I shall not spend much time arguing, but I think that pensioners knew this very well. We did in fact make a major shift. This was a redistribution. We said to the workers, "Look. We have promised it. The retired must have a larger spending power, even if it is at the cost of us all spending rather less during our working lives".

Sir Brandon Rhys Williams (Kensington, South)

How much?

Mr. Crossman

I am talking about 1964. I am surprised that the hon. Gentleman should have to ask how much. The increase this year will be 10s. for the single person. All the other corollary rates will have the relevant increases. That will restore the value. The hon. Gentleman, who is an expert on pensions, will recognise that the pension is in real value one-fifth greater than the pension which the Tory Government felt the people deserved. That is a very big difference. It is a difference we have sustained over a very difficult economic period and despite the great difficulties of the period.

I would simply say that in a Budget review of the economic situation I should have thought it would have been most extraordinary to leave that out. The Chancellor also had a very special reason for doing this in his Budget Statement, because he was making a series of reforms and tax changes specially designed to suit old people. For the third time since 1964 he increased the income limits up to which elderly people of 65 or over qualify for age exemption from income tax. He made another concession, in that from now on the taxpayer aged 65 whose income does not exceed £1,000 will be able to claim relief equivalent to two-ninths income relief on his investment income. My right hon. Friend also proposed to raise the income limits on allowances for those maintaining an elderly or infirm relative. My right hon. Friend took a great number of small steps.

Obviously, if my right hon. Friend was making all those small tax changes, he had to relate them to, and enable them to be seen against, the increase in the pension, because one of the most important things to do if the pension is increased is not to lop off the increase by letting the tax level be at a point where the pension is subtracted from by tax. This needs to be done. It is petty to say that this is something which the Chancellor should not have done, because he made it clear in his speech also that substantial extra provisions need to be made on top of this, and he made it clear that we would have to pay a very heavy price in contributions.

So I come to the second point, which is the burden of contributions, the detailed scheme of which we are now working out. Before I come to the figures, let me first give the reasons why this burden has increased. It is not simply the increase in the value of the pension. As the noble Lord rightly said, there is a substantial amount more which we receive above what is needed to increase the pension.
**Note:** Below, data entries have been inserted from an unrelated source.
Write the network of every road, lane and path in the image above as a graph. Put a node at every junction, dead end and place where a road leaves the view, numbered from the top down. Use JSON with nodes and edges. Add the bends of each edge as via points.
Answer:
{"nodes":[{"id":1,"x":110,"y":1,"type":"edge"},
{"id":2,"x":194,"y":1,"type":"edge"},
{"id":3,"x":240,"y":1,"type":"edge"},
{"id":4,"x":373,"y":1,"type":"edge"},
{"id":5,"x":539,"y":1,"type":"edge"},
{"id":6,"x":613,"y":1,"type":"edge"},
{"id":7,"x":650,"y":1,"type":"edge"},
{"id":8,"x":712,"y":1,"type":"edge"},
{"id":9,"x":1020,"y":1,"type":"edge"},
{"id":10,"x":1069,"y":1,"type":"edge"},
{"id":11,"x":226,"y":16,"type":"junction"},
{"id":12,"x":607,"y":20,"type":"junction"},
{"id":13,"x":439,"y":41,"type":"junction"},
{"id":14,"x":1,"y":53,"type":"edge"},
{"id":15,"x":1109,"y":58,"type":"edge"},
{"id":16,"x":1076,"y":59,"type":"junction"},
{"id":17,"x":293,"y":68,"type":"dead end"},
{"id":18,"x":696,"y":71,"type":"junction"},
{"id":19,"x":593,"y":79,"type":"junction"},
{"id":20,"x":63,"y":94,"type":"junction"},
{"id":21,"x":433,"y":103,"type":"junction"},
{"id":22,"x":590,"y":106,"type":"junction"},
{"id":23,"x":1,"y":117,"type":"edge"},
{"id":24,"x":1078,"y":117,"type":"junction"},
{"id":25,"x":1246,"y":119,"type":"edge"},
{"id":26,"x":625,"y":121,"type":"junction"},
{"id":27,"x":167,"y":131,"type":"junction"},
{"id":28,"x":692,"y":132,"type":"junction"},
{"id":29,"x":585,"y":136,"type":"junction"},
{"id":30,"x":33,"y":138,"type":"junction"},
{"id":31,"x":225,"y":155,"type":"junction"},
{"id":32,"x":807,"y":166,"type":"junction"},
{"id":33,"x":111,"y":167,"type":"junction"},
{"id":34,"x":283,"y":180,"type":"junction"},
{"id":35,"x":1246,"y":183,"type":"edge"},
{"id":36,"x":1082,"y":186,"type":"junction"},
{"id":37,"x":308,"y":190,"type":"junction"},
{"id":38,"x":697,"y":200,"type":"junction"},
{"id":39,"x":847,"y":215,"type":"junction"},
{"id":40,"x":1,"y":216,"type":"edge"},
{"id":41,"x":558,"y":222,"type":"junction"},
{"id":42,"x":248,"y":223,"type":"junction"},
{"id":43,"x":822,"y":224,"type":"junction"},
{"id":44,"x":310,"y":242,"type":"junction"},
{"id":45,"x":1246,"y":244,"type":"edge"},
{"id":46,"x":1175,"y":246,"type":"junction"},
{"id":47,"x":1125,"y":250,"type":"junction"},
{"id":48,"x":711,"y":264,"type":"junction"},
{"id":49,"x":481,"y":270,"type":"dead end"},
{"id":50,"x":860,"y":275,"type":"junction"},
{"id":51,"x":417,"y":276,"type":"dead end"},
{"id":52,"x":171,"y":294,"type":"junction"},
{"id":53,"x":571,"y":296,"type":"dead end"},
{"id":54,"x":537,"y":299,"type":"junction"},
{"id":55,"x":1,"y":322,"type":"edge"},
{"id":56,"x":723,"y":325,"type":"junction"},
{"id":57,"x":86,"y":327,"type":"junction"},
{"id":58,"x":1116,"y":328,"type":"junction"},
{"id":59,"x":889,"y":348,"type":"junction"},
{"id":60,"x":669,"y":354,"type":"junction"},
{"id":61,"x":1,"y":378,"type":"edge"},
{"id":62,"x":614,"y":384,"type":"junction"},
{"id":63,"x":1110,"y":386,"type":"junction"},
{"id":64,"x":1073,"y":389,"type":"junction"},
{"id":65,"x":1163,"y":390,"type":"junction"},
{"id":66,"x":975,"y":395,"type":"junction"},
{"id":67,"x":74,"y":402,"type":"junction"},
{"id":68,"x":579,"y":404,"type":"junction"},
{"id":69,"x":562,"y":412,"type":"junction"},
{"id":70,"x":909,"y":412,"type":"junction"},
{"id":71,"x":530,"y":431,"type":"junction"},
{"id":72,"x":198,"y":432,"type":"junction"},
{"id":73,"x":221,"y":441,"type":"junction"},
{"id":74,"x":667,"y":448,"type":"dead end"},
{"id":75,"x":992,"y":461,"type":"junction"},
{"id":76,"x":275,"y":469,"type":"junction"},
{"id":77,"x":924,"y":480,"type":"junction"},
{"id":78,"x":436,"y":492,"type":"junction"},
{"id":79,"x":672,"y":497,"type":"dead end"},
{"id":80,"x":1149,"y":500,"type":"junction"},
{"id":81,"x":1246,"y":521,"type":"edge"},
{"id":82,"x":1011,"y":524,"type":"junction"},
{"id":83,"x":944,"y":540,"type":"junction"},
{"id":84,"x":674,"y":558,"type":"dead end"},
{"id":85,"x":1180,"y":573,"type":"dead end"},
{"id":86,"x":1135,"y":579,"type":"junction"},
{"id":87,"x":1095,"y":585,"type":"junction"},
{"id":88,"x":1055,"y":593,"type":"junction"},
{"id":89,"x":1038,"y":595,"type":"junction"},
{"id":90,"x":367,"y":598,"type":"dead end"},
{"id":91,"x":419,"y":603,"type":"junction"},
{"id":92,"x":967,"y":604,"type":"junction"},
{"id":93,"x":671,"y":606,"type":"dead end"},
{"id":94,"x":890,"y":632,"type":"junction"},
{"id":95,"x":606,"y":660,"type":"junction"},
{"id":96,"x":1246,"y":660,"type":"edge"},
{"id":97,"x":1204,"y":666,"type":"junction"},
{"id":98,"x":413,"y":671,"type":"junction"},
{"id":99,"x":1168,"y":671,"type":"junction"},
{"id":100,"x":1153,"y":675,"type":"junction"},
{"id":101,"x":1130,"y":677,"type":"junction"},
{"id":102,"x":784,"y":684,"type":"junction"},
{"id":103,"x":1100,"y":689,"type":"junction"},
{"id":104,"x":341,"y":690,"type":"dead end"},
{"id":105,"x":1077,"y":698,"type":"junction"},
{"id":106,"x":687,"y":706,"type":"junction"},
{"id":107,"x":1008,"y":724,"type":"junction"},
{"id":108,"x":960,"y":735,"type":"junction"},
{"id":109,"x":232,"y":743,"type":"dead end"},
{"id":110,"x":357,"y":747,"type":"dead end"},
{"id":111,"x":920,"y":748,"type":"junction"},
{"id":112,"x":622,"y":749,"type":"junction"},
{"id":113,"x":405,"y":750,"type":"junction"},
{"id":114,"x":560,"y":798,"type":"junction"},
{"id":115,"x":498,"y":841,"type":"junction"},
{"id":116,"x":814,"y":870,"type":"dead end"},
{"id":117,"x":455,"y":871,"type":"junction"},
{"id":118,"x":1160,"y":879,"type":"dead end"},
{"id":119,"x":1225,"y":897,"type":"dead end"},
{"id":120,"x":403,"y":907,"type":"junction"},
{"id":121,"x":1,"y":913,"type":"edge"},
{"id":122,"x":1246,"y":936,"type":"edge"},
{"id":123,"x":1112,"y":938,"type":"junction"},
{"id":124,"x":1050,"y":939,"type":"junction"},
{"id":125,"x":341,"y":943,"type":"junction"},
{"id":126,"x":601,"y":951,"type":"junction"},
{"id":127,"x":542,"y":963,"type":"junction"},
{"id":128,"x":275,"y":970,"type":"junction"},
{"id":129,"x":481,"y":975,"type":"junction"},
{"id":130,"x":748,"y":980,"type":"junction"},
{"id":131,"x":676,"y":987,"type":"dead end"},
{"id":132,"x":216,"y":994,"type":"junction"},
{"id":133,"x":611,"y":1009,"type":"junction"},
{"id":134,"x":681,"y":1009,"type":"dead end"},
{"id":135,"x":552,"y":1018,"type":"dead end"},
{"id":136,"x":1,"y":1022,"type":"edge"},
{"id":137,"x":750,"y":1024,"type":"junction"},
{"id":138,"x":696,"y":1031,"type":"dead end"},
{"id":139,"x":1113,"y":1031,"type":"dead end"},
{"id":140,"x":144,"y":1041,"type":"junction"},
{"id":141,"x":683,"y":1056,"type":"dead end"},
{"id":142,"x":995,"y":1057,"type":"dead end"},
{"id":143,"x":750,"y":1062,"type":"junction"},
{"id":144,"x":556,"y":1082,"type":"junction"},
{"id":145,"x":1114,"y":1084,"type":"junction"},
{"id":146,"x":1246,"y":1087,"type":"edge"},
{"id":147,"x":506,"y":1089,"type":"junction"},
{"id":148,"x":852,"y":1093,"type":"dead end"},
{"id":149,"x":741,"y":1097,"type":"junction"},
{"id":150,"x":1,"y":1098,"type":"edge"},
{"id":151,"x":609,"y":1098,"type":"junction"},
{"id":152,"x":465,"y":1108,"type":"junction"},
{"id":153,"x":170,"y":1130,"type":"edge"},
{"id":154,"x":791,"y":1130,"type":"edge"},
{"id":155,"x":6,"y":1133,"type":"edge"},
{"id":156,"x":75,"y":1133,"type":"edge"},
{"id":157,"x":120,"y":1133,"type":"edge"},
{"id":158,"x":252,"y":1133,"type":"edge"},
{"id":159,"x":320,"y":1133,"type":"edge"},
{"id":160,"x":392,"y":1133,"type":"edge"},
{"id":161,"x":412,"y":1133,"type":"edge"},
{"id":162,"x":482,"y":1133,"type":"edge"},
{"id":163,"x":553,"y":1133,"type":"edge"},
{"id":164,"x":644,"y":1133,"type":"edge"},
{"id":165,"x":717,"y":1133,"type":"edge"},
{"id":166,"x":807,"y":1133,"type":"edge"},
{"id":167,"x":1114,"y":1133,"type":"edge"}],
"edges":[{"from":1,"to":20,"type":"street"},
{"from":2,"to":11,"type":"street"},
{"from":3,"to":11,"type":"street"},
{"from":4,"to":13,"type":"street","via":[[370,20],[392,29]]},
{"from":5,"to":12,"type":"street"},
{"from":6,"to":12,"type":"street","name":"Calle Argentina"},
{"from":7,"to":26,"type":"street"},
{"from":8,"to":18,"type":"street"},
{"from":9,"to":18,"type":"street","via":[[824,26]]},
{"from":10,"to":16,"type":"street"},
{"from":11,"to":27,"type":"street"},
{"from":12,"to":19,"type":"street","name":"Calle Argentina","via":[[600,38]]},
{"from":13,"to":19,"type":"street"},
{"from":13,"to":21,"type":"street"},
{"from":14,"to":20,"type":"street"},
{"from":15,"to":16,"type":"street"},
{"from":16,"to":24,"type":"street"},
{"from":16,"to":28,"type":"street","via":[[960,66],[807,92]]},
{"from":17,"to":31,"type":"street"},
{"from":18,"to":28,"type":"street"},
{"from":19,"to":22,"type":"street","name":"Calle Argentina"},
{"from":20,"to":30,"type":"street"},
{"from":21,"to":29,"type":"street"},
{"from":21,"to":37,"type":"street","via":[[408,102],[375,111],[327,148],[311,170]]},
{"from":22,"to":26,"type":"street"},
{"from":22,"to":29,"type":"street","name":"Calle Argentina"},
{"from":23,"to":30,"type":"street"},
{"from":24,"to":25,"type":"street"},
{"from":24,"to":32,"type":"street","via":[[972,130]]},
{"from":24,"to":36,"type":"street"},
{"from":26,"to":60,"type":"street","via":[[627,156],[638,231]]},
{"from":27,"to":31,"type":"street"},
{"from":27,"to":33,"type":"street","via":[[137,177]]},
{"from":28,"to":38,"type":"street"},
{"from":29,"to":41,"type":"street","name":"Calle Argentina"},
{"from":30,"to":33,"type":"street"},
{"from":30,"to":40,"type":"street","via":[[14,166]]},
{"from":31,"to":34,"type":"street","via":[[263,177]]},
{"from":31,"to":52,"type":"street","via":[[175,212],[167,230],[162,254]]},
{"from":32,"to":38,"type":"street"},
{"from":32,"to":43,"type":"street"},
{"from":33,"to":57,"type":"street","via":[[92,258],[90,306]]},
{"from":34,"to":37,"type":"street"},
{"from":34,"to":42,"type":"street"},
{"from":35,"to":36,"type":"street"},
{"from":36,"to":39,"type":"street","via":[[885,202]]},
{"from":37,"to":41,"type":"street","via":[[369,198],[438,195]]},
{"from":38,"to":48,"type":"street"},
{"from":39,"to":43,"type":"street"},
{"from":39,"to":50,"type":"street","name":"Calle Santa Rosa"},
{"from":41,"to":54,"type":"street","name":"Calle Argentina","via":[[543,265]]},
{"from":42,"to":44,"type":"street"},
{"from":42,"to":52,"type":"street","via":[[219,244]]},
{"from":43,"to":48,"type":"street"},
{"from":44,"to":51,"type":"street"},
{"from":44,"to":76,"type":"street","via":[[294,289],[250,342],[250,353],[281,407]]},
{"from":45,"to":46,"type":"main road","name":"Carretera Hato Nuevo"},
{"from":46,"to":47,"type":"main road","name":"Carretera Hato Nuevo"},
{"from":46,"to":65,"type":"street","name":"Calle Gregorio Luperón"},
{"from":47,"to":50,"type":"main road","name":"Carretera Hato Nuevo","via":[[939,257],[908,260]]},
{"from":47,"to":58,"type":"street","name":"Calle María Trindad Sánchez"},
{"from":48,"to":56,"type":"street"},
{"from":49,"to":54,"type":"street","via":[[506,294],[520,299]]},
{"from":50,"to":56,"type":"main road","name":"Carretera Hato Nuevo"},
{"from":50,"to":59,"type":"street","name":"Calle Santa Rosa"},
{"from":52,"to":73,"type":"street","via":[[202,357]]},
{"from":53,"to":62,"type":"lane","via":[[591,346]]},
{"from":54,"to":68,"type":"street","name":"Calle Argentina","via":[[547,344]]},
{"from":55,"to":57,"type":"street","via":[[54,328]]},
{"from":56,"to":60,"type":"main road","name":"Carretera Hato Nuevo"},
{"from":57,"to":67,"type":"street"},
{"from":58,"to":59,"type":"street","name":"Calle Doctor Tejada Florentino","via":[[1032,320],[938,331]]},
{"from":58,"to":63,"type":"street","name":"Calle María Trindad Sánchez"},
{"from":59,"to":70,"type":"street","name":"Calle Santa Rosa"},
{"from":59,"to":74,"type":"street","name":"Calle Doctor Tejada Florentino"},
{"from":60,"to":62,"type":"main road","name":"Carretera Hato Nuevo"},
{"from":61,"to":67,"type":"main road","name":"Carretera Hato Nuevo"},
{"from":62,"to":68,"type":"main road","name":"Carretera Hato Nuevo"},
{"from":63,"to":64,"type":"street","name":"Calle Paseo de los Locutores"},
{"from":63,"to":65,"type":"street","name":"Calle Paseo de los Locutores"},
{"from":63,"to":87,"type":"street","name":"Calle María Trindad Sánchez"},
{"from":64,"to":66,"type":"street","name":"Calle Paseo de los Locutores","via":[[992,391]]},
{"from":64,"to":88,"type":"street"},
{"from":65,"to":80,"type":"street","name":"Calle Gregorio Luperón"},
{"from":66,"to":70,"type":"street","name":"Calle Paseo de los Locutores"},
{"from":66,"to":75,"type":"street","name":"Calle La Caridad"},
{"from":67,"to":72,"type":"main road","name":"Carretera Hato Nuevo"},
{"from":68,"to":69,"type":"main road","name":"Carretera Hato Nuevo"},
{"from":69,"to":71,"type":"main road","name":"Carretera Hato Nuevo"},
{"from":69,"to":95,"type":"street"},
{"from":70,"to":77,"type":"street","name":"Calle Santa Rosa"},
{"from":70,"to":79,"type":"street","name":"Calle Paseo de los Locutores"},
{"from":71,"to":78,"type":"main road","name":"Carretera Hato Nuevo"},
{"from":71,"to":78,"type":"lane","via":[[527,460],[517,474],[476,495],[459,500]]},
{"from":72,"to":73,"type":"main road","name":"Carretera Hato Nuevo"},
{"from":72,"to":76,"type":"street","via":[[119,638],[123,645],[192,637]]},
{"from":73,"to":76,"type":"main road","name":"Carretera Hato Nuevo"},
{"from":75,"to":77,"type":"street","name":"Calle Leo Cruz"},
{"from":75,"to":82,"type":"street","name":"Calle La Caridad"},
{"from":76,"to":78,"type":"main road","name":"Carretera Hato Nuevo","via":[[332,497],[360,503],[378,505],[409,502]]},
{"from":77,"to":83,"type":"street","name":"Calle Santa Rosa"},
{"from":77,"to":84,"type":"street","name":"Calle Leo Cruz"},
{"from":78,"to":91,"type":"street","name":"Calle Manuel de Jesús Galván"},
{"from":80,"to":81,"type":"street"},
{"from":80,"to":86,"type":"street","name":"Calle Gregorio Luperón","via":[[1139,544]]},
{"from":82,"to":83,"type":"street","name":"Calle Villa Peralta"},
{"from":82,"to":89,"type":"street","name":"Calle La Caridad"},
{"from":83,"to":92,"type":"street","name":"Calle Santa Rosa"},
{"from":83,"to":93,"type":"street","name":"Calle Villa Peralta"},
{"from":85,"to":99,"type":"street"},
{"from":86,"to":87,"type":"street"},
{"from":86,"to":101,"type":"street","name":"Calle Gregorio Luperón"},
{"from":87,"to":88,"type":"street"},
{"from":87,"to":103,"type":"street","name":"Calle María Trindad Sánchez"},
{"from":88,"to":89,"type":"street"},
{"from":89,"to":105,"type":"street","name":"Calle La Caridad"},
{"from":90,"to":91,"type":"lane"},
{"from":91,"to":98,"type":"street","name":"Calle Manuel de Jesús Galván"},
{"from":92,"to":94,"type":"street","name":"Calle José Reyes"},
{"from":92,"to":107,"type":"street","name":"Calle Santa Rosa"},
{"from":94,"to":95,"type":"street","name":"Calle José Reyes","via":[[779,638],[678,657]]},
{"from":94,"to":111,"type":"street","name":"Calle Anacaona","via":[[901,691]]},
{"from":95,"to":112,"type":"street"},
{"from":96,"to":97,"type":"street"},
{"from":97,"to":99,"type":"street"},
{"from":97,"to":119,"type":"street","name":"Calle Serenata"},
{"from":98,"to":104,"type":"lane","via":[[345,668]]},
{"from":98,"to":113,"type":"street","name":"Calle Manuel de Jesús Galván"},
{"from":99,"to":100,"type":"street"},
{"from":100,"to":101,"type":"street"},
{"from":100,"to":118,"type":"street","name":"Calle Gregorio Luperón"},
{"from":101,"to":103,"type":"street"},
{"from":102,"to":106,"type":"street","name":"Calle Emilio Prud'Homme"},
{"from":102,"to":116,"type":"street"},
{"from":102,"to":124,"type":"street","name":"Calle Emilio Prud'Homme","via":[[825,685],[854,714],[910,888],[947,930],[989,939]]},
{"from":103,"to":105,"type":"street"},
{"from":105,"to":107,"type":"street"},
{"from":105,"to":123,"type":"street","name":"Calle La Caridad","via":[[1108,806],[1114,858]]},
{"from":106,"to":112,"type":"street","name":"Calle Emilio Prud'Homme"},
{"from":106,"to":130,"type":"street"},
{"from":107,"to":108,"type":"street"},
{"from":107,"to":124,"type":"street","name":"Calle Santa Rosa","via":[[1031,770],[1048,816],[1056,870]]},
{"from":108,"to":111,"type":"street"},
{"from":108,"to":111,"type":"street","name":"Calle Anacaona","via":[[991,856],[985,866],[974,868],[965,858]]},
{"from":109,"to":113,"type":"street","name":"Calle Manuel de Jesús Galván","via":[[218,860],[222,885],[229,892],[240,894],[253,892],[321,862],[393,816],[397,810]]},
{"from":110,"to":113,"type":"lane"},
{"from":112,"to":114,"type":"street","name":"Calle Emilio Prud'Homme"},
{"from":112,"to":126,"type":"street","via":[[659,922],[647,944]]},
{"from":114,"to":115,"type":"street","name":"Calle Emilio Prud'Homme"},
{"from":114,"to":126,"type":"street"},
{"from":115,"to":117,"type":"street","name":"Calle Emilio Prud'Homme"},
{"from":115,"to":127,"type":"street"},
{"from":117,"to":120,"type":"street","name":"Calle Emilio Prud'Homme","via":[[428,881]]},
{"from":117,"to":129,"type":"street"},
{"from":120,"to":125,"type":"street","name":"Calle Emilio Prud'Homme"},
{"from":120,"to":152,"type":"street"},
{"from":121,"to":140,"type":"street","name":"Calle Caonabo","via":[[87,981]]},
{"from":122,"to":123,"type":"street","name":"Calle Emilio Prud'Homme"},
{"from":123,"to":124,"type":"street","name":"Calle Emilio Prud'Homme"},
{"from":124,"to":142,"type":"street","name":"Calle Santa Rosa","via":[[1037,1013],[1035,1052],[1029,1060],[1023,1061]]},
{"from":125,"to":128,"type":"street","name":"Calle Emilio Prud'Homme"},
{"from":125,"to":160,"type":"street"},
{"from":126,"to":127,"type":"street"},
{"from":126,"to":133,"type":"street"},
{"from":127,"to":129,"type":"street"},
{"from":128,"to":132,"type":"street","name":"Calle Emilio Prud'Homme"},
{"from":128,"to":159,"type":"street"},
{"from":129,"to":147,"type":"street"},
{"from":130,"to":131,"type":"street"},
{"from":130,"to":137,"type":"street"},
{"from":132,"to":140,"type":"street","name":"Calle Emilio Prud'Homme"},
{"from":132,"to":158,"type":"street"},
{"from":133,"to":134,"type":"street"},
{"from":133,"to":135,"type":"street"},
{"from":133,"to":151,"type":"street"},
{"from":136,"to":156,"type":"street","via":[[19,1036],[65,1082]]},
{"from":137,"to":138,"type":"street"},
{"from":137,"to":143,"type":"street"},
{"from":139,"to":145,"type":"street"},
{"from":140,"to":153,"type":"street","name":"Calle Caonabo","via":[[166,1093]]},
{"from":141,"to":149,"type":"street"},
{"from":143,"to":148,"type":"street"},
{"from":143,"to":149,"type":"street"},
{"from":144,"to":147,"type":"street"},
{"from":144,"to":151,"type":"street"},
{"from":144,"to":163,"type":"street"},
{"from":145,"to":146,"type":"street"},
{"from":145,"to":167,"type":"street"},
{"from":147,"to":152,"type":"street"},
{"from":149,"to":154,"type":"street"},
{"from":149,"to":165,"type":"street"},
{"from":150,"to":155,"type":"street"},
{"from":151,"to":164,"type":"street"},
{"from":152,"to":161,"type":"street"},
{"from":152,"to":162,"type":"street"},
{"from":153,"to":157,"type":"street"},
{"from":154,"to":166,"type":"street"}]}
Why are we doing that? We have drawn attention to one of the factors, which is quite simply that the number of pensioners is increasing in proportion to the rest of the population. Their numbers are growing faster and faster than ever. We draw attention to this in our White Paper, which gives figures showing that the ratio of people over minimum pension age to the population of working age will increase from 25.2 per cent. in 1967 to 28.3 per cent. in 1980. In the early 1960s the number of retirement pensioners was increasing annually by numbers ranging from 100,000 in 1961 to 170,000 in 1964. This is remarkable. Since 1964 the increase has been about 200,000 a year. At the end of 1968 retirement pensioners numbered nearly seven million.

The hon. Gentleman asked why retirement pension contributions must go up. One of the major factors is our success in keeping our old people alive longer. It is a success that we must pay for, just as our success in education means that our children cost us more. Our dependants at both ends of the age range are costing us more and more, while the size of the working population tends to decline. Unless the population trends change remarkably in the years ahead, we shall have to look forward to the working population having deducted from their earnings larger proportions even to maintain the value of the pension, far less to increase it, as I would like to do. It is a formidable problem when we have an extra million pensioners in seven years not only to maintain the pension value as we want, and as I think the hon. Gentleman wants, but also to see that the individual pensioner receives a larger share. So much for the pensioner.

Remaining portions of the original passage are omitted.